Directions for this task = Transcribe all of the records word for word, but omit the pictures.
----- Records shown -----
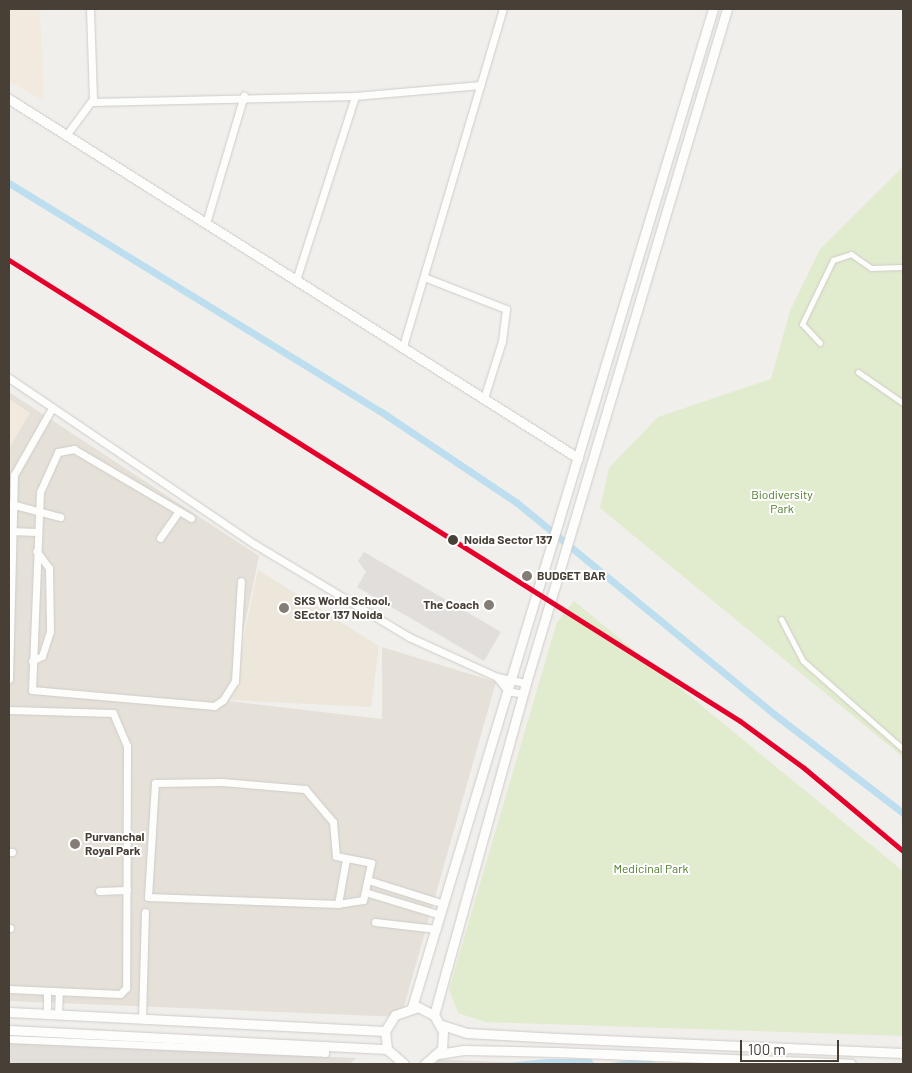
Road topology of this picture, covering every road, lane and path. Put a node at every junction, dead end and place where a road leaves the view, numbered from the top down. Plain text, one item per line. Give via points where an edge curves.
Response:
1 (90, 9) edge
2 (503, 9) edge
3 (713, 9) edge
4 (727, 9) edge
5 (481, 85) junction
6 (244, 95) junction
7 (355, 96) junction
8 (9, 99) edge
9 (93, 102) junction
10 (67, 134) junction
11 (207, 220) junction
12 (903, 267) edge
13 (297, 277) junction
14 (424, 277) junction
15 (820, 343) dead end
16 (403, 346) junction
17 (858, 372) dead end
18 (9, 378) edge
19 (484, 398) junction
20 (903, 403) edge
21 (52, 408) junction
22 (578, 458) junction
23 (183, 495) junction
24 (11, 504) junction
25 (176, 508) junction
26 (40, 509) junction
27 (60, 517) dead end
28 (191, 518) dead end
29 (11, 531) junction
30 (37, 532) junction
31 (160, 538) dead end
32 (36, 551) junction
33 (241, 581) dead end
34 (781, 619) dead end
35 (32, 661) junction
36 (497, 677) junction
37 (9, 679) edge
38 (511, 679) junction
39 (526, 683) junction
40 (508, 691) junction
41 (522, 694) junction
42 (9, 710) edge
43 (903, 749) edge
44 (346, 859) junction
45 (368, 880) junction
46 (127, 890) junction
47 (99, 891) dead end
48 (365, 892) junction
49 (338, 904) junction
50 (444, 904) junction
51 (145, 912) dead end
52 (441, 915) junction
53 (375, 922) dead end
54 (437, 929) junction
55 (9, 989) edge
56 (47, 992) junction
57 (59, 992) junction
58 (412, 1007) junction
59 (9, 1012) edge
60 (47, 1015) junction
61 (434, 1015) junction
62 (58, 1016) junction
63 (142, 1019) junction
64 (442, 1025) junction
65 (9, 1030) edge
66 (385, 1030) junction
67 (9, 1039) edge
68 (325, 1045) junction
69 (387, 1049) junction
70 (903, 1053) edge
71 (438, 1054) junction
72 (392, 1062) edge
73 (404, 1064) edge
74 (425, 1064) edge
75 (851, 1064) edge

1 - 9 street
2 - 5 street
3 - 22 street
4 - 39 street
5 - 7 street
5 - 14 street
6 - 7 street
6 - 9 street
6 - 11 street
7 - 13 street
8 - 10 street
9 - 10 street
10 - 11 street
11 - 13 street
12 - 15 street via 870,268 851,254 833,260 802,324
13 - 16 street
14 - 16 street
14 - 19 street via 506,309 502,341
16 - 19 street
17 - 20 street
18 - 21 street
19 - 22 street
21 - 23 street
21 - 24 street via 15,470
22 - 38 street
23 - 25 street
23 - 36 street via 409,637
24 - 26 street
24 - 29 street
25 - 26 street via 161,504 66,447 44,476
25 - 28 street
25 - 31 street
26 - 27 street
26 - 30 street
29 - 30 street
29 - 37 street
30 - 32 street
32 - 35 street
32 - 35 street via 49,568 50,631 42,656
33 - 35 street via 235,681 223,700 214,706 33,690
34 - 43 street via 802,661
36 - 38 street
36 - 40 street
38 - 39 street
38 - 40 street
39 - 41 street
40 - 41 street
40 - 50 street
41 - 61 street
42 - 46 street via 113,713 118,717 127,746
44 - 45 street via 371,863
44 - 49 street
44 - 49 street via 336,856 331,819 302,787 155,783 150,898
45 - 48 street
45 - 50 street
46 - 47 street
46 - 57 street via 124,992
48 - 49 street via 360,903
48 - 52 street
50 - 52 street
51 - 63 street
52 - 54 street
53 - 54 street
54 - 58 street
55 - 56 street
56 - 57 street
56 - 60 street
57 - 62 street
58 - 61 street
58 - 66 street via 395,1015
59 - 60 street
60 - 62 street
61 - 64 street
62 - 63 street
63 - 66 street
64 - 70 street via 467,1033
64 - 71 street via 444,1043
65 - 68 street
66 - 69 street
67 - 68 street via 325,1053
68 - 69 street
69 - 72 street
71 - 74 street
71 - 75 street via 528,1052
72 - 73 street

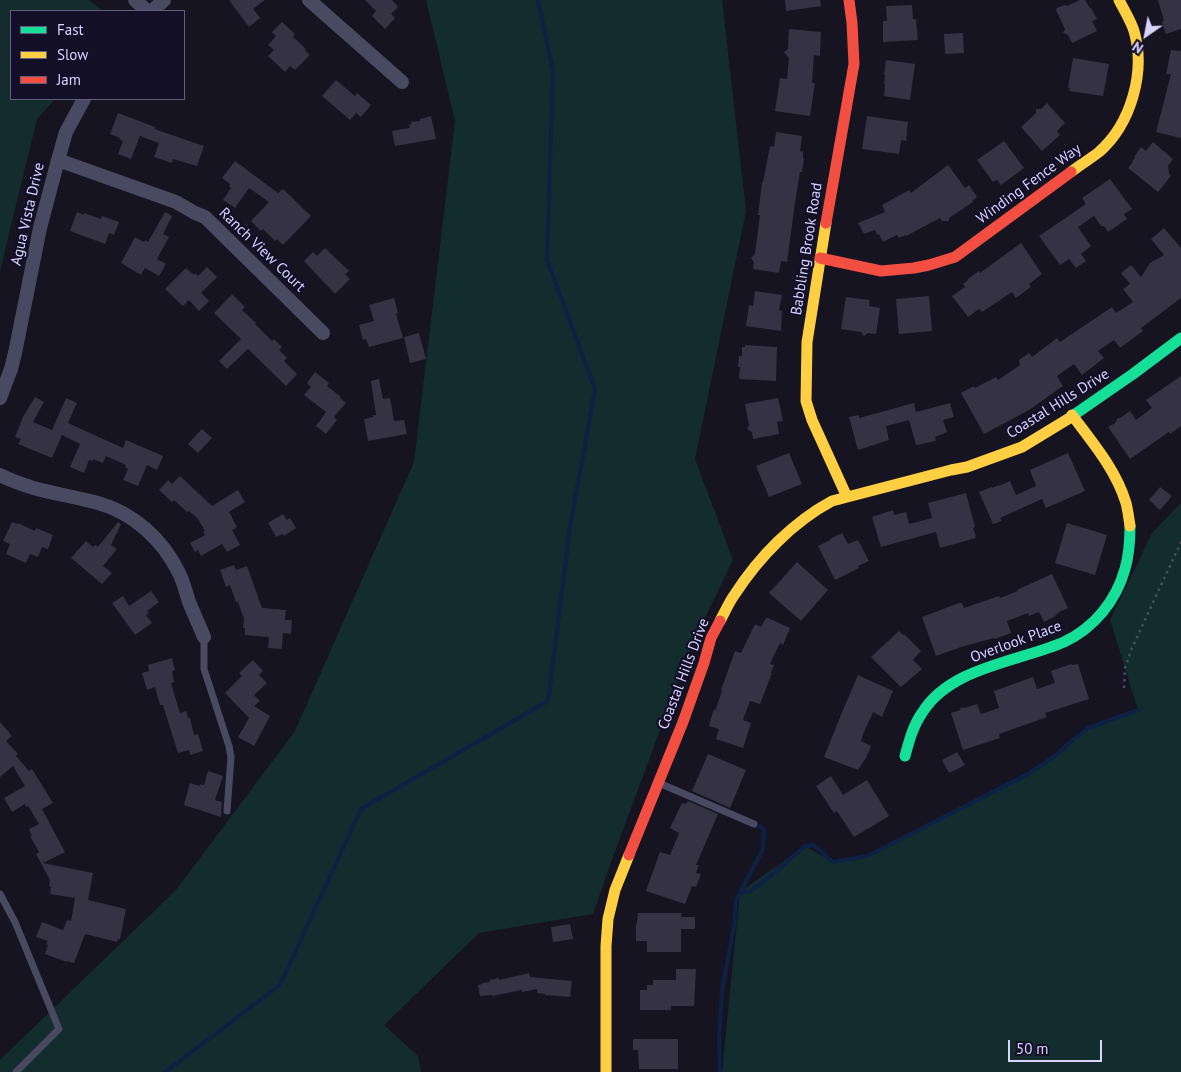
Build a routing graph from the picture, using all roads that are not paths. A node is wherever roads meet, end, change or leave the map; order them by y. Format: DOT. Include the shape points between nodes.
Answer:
graph roads {
  1 [pos="135,0"];
  2 [pos="164,0"];
  3 [pos="309,0"];
  4 [pos="849,0"];
  5 [pos="1119,0"];
  6 [pos="146,10"];
  7 [pos="153,10"];
  8 [pos="402,82"];
  9 [pos="83,100"];
  10 [pos="58,160"];
  11 [pos="820,258"];
  12 [pos="323,333"];
  13 [pos="1181,338"];
  14 [pos="0,398"];
  15 [pos="1072,415"];
  16 [pos="0,475"];
  17 [pos="847,497"];
  18 [pos="204,637"];
  19 [pos="905,756"];
  20 [pos="658,783"];
  21 [pos="227,811"];
  22 [pos="754,824"];
  23 [pos="0,894"];
  24 [pos="16,1072"];
  25 [pos="606,1072"];
  1 -- 6 [label="street"];
  2 -- 7 [label="street"];
  3 -- 8 [label="street"];
  4 -- 11 [label="street, Babbling Brook Road" via="854,64"];
  5 -- 11 [label="street, Winding Fence Way" via="1133,29 1138,75 1129,109 1117,132 1100,151 955,256 895,271"];
  9 -- 10 [label="street, Agua Vista Drive" via="66,132"];
  10 -- 12 [label="street, Ranch View Court" via="176,202 205,217"];
  10 -- 14 [label="street, Agua Vista Drive" via="40,228 15,353"];
  11 -- 17 [label="street, Babbling Brook Road" via="807,342 806,401"];
  13 -- 15 [label="street, Coastal Hills Drive"];
  15 -- 17 [label="street, Coastal Hills Drive" via="1022,447 1002,455"];
  15 -- 19 [label="street, Overlook Place" via="1113,472 1126,500 1130,544 1119,586 1105,610 1074,637 968,675 940,693 917,721"];
  16 -- 18 [label="street" via="31,488 100,504 138,523 164,547 174,564"];
  17 -- 20 [label="street, Coastal Hills Drive" via="821,507 787,533 745,578 711,638 683,722"];
  18 -- 21 [label="lane" via="204,669 230,746"];
  20 -- 22 [label="lane"];
  20 -- 25 [label="street, Coastal Hills Drive" via="608,919"];
  23 -- 24 [label="lane" via="59,1029"];
}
-----
Result =
Road topology of this picture, covering every road, lane and path. Put a node at every junction, dead end and place where a road leaves the view, numbered from the top down. Plain text, one item per line. Give via points where an edge curves.
Response:
1 (90, 9) edge
2 (503, 9) edge
3 (713, 9) edge
4 (727, 9) edge
5 (481, 85) junction
6 (244, 95) junction
7 (355, 96) junction
8 (9, 99) edge
9 (93, 102) junction
10 (67, 134) junction
11 (207, 220) junction
12 (903, 267) edge
13 (297, 277) junction
14 (424, 277) junction
15 (820, 343) dead end
16 (403, 346) junction
17 (858, 372) dead end
18 (9, 378) edge
19 (484, 398) junction
20 (903, 403) edge
21 (52, 408) junction
22 (578, 458) junction
23 (183, 495) junction
24 (11, 504) junction
25 (176, 508) junction
26 (40, 509) junction
27 (60, 517) dead end
28 (191, 518) dead end
29 (11, 531) junction
30 (37, 532) junction
31 (160, 538) dead end
32 (36, 551) junction
33 (241, 581) dead end
34 (781, 619) dead end
35 (32, 661) junction
36 (497, 677) junction
37 (9, 679) edge
38 (511, 679) junction
39 (526, 683) junction
40 (508, 691) junction
41 (522, 694) junction
42 (9, 710) edge
43 (903, 749) edge
44 (346, 859) junction
45 (368, 880) junction
46 (127, 890) junction
47 (99, 891) dead end
48 (365, 892) junction
49 (338, 904) junction
50 (444, 904) junction
51 (145, 912) dead end
52 (441, 915) junction
53 (375, 922) dead end
54 (437, 929) junction
55 (9, 989) edge
56 (47, 992) junction
57 (59, 992) junction
58 (412, 1007) junction
59 (9, 1012) edge
60 (47, 1015) junction
61 (434, 1015) junction
62 (58, 1016) junction
63 (142, 1019) junction
64 (442, 1025) junction
65 (9, 1030) edge
66 (385, 1030) junction
67 (9, 1039) edge
68 (325, 1045) junction
69 (387, 1049) junction
70 (903, 1053) edge
71 (438, 1054) junction
72 (392, 1062) edge
73 (404, 1064) edge
74 (425, 1064) edge
75 (851, 1064) edge

1 - 9 street
2 - 5 street
3 - 22 street
4 - 39 street
5 - 7 street
5 - 14 street
6 - 7 street
6 - 9 street
6 - 11 street
7 - 13 street
8 - 10 street
9 - 10 street
10 - 11 street
11 - 13 street
12 - 15 street via 870,268 851,254 833,260 802,324
13 - 16 street
14 - 16 street
14 - 19 street via 506,309 502,341
16 - 19 street
17 - 20 street
18 - 21 street
19 - 22 street
21 - 23 street
21 - 24 street via 15,470
22 - 38 street
23 - 25 street
23 - 36 street via 409,637
24 - 26 street
24 - 29 street
25 - 26 street via 161,504 66,447 44,476
25 - 28 street
25 - 31 street
26 - 27 street
26 - 30 street
29 - 30 street
29 - 37 street
30 - 32 street
32 - 35 street
32 - 35 street via 49,568 50,631 42,656
33 - 35 street via 235,681 223,700 214,706 33,690
34 - 43 street via 802,661
36 - 38 street
36 - 40 street
38 - 39 street
38 - 40 street
39 - 41 street
40 - 41 street
40 - 50 street
41 - 61 street
42 - 46 street via 113,713 118,717 127,746
44 - 45 street via 371,863
44 - 49 street
44 - 49 street via 336,856 331,819 302,787 155,783 150,898
45 - 48 street
45 - 50 street
46 - 47 street
46 - 57 street via 124,992
48 - 49 street via 360,903
48 - 52 street
50 - 52 street
51 - 63 street
52 - 54 street
53 - 54 street
54 - 58 street
55 - 56 street
56 - 57 street
56 - 60 street
57 - 62 street
58 - 61 street
58 - 66 street via 395,1015
59 - 60 street
60 - 62 street
61 - 64 street
62 - 63 street
63 - 66 street
64 - 70 street via 467,1033
64 - 71 street via 444,1043
65 - 68 street
66 - 69 street
67 - 68 street via 325,1053
68 - 69 street
69 - 72 street
71 - 74 street
71 - 75 street via 528,1052
72 - 73 street

Build a routing graph from the picture, using all roads that are not paths. A node is wherever roads meet, end, change or leave the map; order them by y. Format: DOT. Include the shape points between nodes.
Answer:
graph roads {
  1 [pos="135,0"];
  2 [pos="164,0"];
  3 [pos="309,0"];
  4 [pos="849,0"];
  5 [pos="1119,0"];
  6 [pos="146,10"];
  7 [pos="153,10"];
  8 [pos="402,82"];
  9 [pos="83,100"];
  10 [pos="58,160"];
  11 [pos="820,258"];
  12 [pos="323,333"];
  13 [pos="1181,338"];
  14 [pos="0,398"];
  15 [pos="1072,415"];
  16 [pos="0,475"];
  17 [pos="847,497"];
  18 [pos="204,637"];
  19 [pos="905,756"];
  20 [pos="658,783"];
  21 [pos="227,811"];
  22 [pos="754,824"];
  23 [pos="0,894"];
  24 [pos="16,1072"];
  25 [pos="606,1072"];
  1 -- 6 [label="street"];
  2 -- 7 [label="street"];
  3 -- 8 [label="street"];
  4 -- 11 [label="street, Babbling Brook Road" via="854,64"];
  5 -- 11 [label="street, Winding Fence Way" via="1133,29 1138,75 1129,109 1117,132 1100,151 955,256 895,271"];
  9 -- 10 [label="street, Agua Vista Drive" via="66,132"];
  10 -- 12 [label="street, Ranch View Court" via="176,202 205,217"];
  10 -- 14 [label="street, Agua Vista Drive" via="40,228 15,353"];
  11 -- 17 [label="street, Babbling Brook Road" via="807,342 806,401"];
  13 -- 15 [label="street, Coastal Hills Drive"];
  15 -- 17 [label="street, Coastal Hills Drive" via="1022,447 1002,455"];
  15 -- 19 [label="street, Overlook Place" via="1113,472 1126,500 1130,544 1119,586 1105,610 1074,637 968,675 940,693 917,721"];
  16 -- 18 [label="street" via="31,488 100,504 138,523 164,547 174,564"];
  17 -- 20 [label="street, Coastal Hills Drive" via="821,507 787,533 745,578 711,638 683,722"];
  18 -- 21 [label="lane" via="204,669 230,746"];
  20 -- 22 [label="lane"];
  20 -- 25 [label="street, Coastal Hills Drive" via="608,919"];
  23 -- 24 [label="lane" via="59,1029"];
}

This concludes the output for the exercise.